** What to work on **
Which of the lines below contain the string "STANISŁAWA"? Pull each one out of the data.

Data extracted from a collection:
━━━━━━━━━━━━━━━━

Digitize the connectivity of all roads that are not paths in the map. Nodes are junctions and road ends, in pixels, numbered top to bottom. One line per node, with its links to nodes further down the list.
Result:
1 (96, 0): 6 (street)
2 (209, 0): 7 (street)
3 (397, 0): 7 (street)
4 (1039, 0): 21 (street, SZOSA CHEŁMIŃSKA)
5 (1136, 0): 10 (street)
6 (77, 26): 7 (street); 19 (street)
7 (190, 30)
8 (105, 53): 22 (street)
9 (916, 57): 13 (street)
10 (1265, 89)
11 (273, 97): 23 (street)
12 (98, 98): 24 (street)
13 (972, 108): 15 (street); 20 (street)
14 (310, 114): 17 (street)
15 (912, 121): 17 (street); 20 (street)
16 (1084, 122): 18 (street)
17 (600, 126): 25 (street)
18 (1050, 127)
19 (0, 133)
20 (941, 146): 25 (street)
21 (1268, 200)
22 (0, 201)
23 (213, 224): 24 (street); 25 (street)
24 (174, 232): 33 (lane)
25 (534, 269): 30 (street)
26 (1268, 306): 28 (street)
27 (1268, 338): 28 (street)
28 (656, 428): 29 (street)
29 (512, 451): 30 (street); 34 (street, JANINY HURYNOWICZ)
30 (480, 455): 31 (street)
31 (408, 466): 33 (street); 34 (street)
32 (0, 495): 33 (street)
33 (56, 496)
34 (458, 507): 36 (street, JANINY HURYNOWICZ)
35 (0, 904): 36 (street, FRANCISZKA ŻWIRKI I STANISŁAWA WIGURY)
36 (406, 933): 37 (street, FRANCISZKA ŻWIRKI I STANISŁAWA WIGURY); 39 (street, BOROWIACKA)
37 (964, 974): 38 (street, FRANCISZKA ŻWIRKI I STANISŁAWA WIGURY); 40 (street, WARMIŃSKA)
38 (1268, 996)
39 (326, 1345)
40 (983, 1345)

━━━━━━━━━━━━━━━━

** Exercise response **
35 (0, 904): 36 (street, FRANCISZKA ŻWIRKI I STANISŁAWA WIGURY)
36 (406, 933): 37 (street, FRANCISZKA ŻWIRKI I STANISŁAWA WIGURY); 39 (street, BOROWIACKA)
37 (964, 974): 38 (street, FRANCISZKA ŻWIRKI I STANISŁAWA WIGURY); 40 (street, WARMIŃSKA)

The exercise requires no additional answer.